Figure sizes with pandoc conversion from markdown to docx

Tags:

markdown

image

knitr

pandoc

docx

I type a report with Rmarkdown in Rstudio. When converting it in html with knitr, there is also a markdown file produced by knitr. I convert this file with pandoc as follows :

pandoc -f markdown -t docx input.md -o output.docx

The output.docx file is nice except for one problem: the sizes of the figures are altered, I need to manually resize the figures in Word. Is there something to do, maybe an option with pandoc, to get the right figures sizes ?

463

asked Feb 12 '13 09:02

Stéphane Laurent

3 Answers

Here is a solution to resize the figures using ImageMagick from an R Script. The 70% ratio seems to be a nice choice.

# the path containing the Rmd file :
wd <- "..."
setwd(wd)

# the folder containing the figures :
fig.path <- paste0(wd, "/figure")
# all png figures :
figures <- list.files(fig.path, pattern=".png", all.files=TRUE)

# (safety) create copies of the original files
dir.create(paste0(fig.path,"_copy"))
for(i in 1:length(figures)){
  fig <- paste0(fig.path, "/", figures[i])
  file.copy(fig,"figure_copy")
}

# resize all figures
for(i in 1:length(figures)){
    fig <- paste0(fig.path, "/", figures[i])
    comm <- paste("convert -resize 70%", fig, fig)
    shell(comm)
}

# then run pandoc from a command line  
# or from the pandoc() function :
library(knitr)
pandoc("MyReport.md", "docx")

More info about the resize function of ImageMagick : www.perturb.org

165

answered Oct 05 '22 01:10

Stéphane Laurent

I also want to transform an R markdown into both an html and a .docx/.odt with figures at the good size and resolution. Until now, I found that the best way to do this is define explicitly the resolution and size of the graphs in the .md document (dpi, fig.width and fig.height options). If you do this you have good graphs usable for publication and the odt/docx is ok. The problem if you use dpi much higher than the default 72 dpi, is that the graphs will look too big in the html file. Here are 3 approaches I have used to handle this (NB I use R scripts with spin() syntax):

1) use out.extra ='WIDTH="75%"' in knitr options. This will force all graphs of the html to occupy 75% of the window width.
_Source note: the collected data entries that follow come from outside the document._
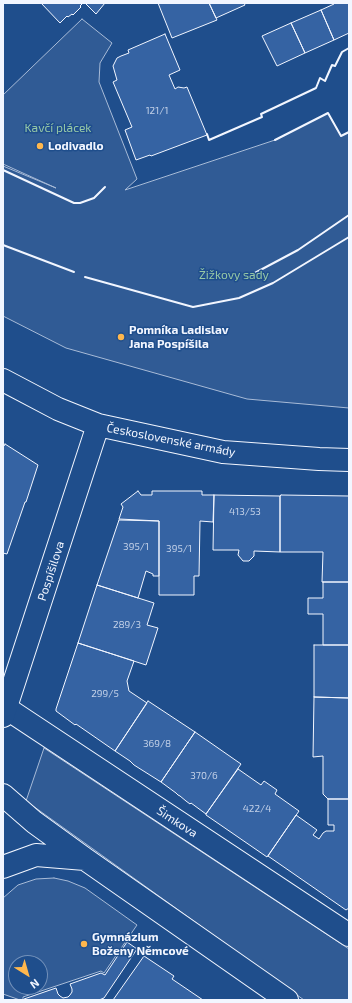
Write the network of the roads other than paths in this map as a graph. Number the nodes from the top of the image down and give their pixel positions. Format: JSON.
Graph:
{"nodes":[{"id":1,"x":3,"y":380,"type":"edge"},
{"id":2,"x":98,"y":425,"type":"junction"},
{"id":3,"x":349,"y":460,"type":"edge"},
{"id":4,"x":4,"y":711,"type":"edge"},
{"id":5,"x":3,"y":795,"type":"edge"},
{"id":6,"x":85,"y":859,"type":"junction"},
{"id":7,"x":3,"y":867,"type":"edge"},
{"id":8,"x":349,"y":935,"type":"edge"},
{"id":9,"x":287,"y":1000,"type":"edge"}],
"edges":[{"from":1,"to":2,"type":"street","name":"Československé armády"},
{"from":2,"to":3,"type":"street","name":"Československé armády"},
{"from":2,"to":4,"type":"street","name":"Pospíšilova"},
{"from":4,"to":8,"type":"street","name":"Šimkova"},
{"from":5,"to":6,"type":"street"},
{"from":6,"to":7,"type":"street"},
{"from":6,"to":9,"type":"street"}]}
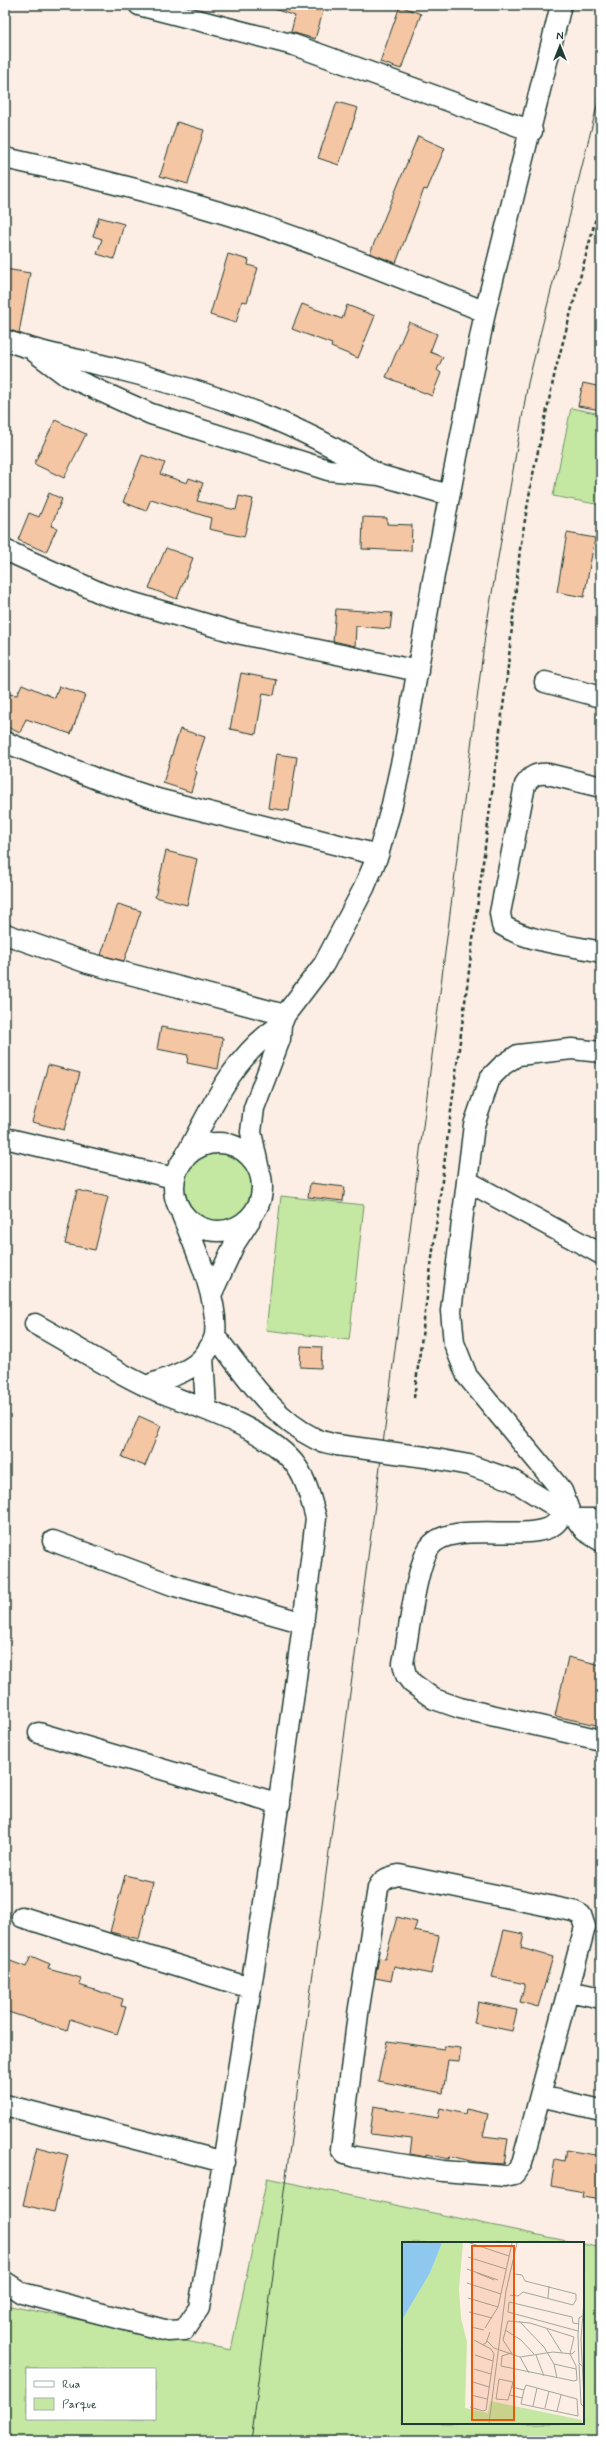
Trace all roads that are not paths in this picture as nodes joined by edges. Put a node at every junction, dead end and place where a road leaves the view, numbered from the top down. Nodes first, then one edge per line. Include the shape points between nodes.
1 (139, 5) edge
2 (561, 5) edge
3 (532, 131) junction
4 (5, 158) edge
5 (485, 312) junction
6 (5, 340) edge
7 (35, 352) junction
8 (379, 475) junction
9 (449, 495) junction
10 (5, 550) edge
11 (418, 671) junction
12 (545, 682) dead end
13 (601, 697) edge
14 (5, 742) edge
15 (601, 787) edge
16 (378, 855) junction
17 (5, 934) edge
18 (601, 952) edge
19 (283, 1020) junction
20 (601, 1052) edge
21 (5, 1138) edge
22 (185, 1157) junction
23 (259, 1170) junction
24 (174, 1178) junction
25 (467, 1181) junction
26 (179, 1210) junction
27 (254, 1213) junction
28 (601, 1254) edge
29 (211, 1295) junction
30 (35, 1324) dead end
31 (215, 1336) junction
32 (203, 1357) junction
33 (146, 1386) junction
34 (206, 1408) junction
35 (570, 1515) junction
36 (601, 1522) edge
37 (53, 1541) dead end
38 (601, 1541) edge
39 (304, 1623) junction
40 (39, 1732) dead end
41 (601, 1740) edge
42 (280, 1804) junction
43 (22, 1917) dead end
44 (250, 1988) junction
45 (569, 1991) junction
46 (601, 1998) edge
47 (540, 2096) junction
48 (5, 2105) edge
49 (601, 2110) edge
50 (224, 2162) junction
51 (5, 2282) edge

1 - 3 street via 294,45
2 - 3 street
3 - 5 street
4 - 5 street via 109,182 245,220 370,264
5 - 9 street
6 - 7 street
7 - 8 street via 75,358 157,379 261,414 341,450
7 - 8 street via 67,376 151,414 328,470
8 - 9 street
9 - 11 street
10 - 11 street via 103,594 237,633
11 - 16 street via 393,802
12 - 13 street
14 - 16 street via 99,780 157,799
15 - 18 street via 548,774 530,777 525,785 500,913 502,925 511,931
16 - 19 street via 364,888 324,964
17 - 19 street via 88,963
19 - 22 street via 247,1053 215,1100
19 - 23 street via 280,1039 254,1108 251,1132
20 - 25 street via 544,1051 518,1055 503,1065 490,1078 482,1098 474,1125
21 - 24 street
22 - 23 street via 197,1148 210,1144 225,1144 239,1148 251,1158
22 - 24 street
23 - 27 street via 261,1192
24 - 26 street via 174,1194
25 - 28 street
25 - 35 street via 451,1311 454,1343 467,1376 562,1490
26 - 27 street via 201,1229 216,1232 237,1227
26 - 29 street via 199,1256
27 - 29 street via 235,1243
29 - 31 street
30 - 33 street
31 - 32 street
31 - 35 street, bridge via 276,1409 315,1439 338,1445 469,1465 498,1474
32 - 33 street via 185,1370
32 - 34 street
33 - 34 street
34 - 39 street via 270,1442 296,1466 308,1488 316,1518
35 - 36 street
35 - 38 street via 585,1531
35 - 41 street via 536,1531 481,1532 447,1536 430,1546 420,1572 403,1663 412,1683 434,1699 460,1708
37 - 39 street via 175,1586
39 - 42 street
40 - 42 street
42 - 44 street
43 - 44 street
44 - 50 street
45 - 46 street
45 - 47 street
45 - 47 street via 585,1927 581,1915 573,1911 407,1876 388,1877 381,1882 358,2014 341,2148 345,2154 436,2170 504,2176 514,2174 522,2163
47 - 49 street
48 - 50 street
50 - 51 street via 199,2308 184,2330 168,2331 22,2293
This is a quick solution but not optimal if you have plots with very different sizes. (NB I prefer working with centimetres rather than inches, hence the /2.54 everywhere)

library(knitr)
opts_chunk$set(echo = FALSE, dev = c("png", "pdf"), dpi = 400,
               fig.width = 8/2.54, fig.height = 8/2.54,
               out.extra ='WIDTH="75%"'
)

data(iris)

#' # Iris datatset
summary(iris)
boxplot(iris[,1:4])

#+ fig.width=14/2.54, fig.height=10/2.54
par(mar = c(2,2,2,2))
pairs(iris[,-5])

2) use out.width and out.height to specify the size of the graphs in pixels into the html file. I use a constant "sc" to scale down the size of the plot into the html output. This is the more precise approach but the problem is that for each graph you have to define both fig.witdth/height and out.width/height and this is really boaring ! Ideally you should be able to specify in the global options that e.g. out.width = 150*fig.width (where fig.width changes from chunk to chunk). Maybe something like that is possible but I don't know how.

#+ echo = FALSE
library(knitr)
sc <- 150
opts_chunk$set(echo = FALSE, dev = c("png", "pdf"), dpi = 400,
                fig.width = 8/2.54, fig.height = 8/2.54,
                out.width = sc*8/2.54, out.height = sc*8/2.54
)

data(iris)

#' # Iris datatset
summary(iris)
boxplot(iris[,1:4])

#+ fig.width=14/2.54, fig.height=10/2.54, out.width= sc * 14/2.54, out.height= sc * 10/2.54
par(mar = c(2,2,2,2))
pairs(iris[,-5])

Note that for these two solution, I think that you can't transform directly your md file into odt with pandoc (the figures are not included). I transform the md into html and then the html into odt (didn't tried for docx). Something like that (if the previous R scripts is names "figsize1.R") :

library(knitr)
setwd("/home/gilles/")
spin("figsize1.R")

system("pandoc figsize1.md -o figsize1.html")
system("pandoc figsize1.html -o figsize1.odt")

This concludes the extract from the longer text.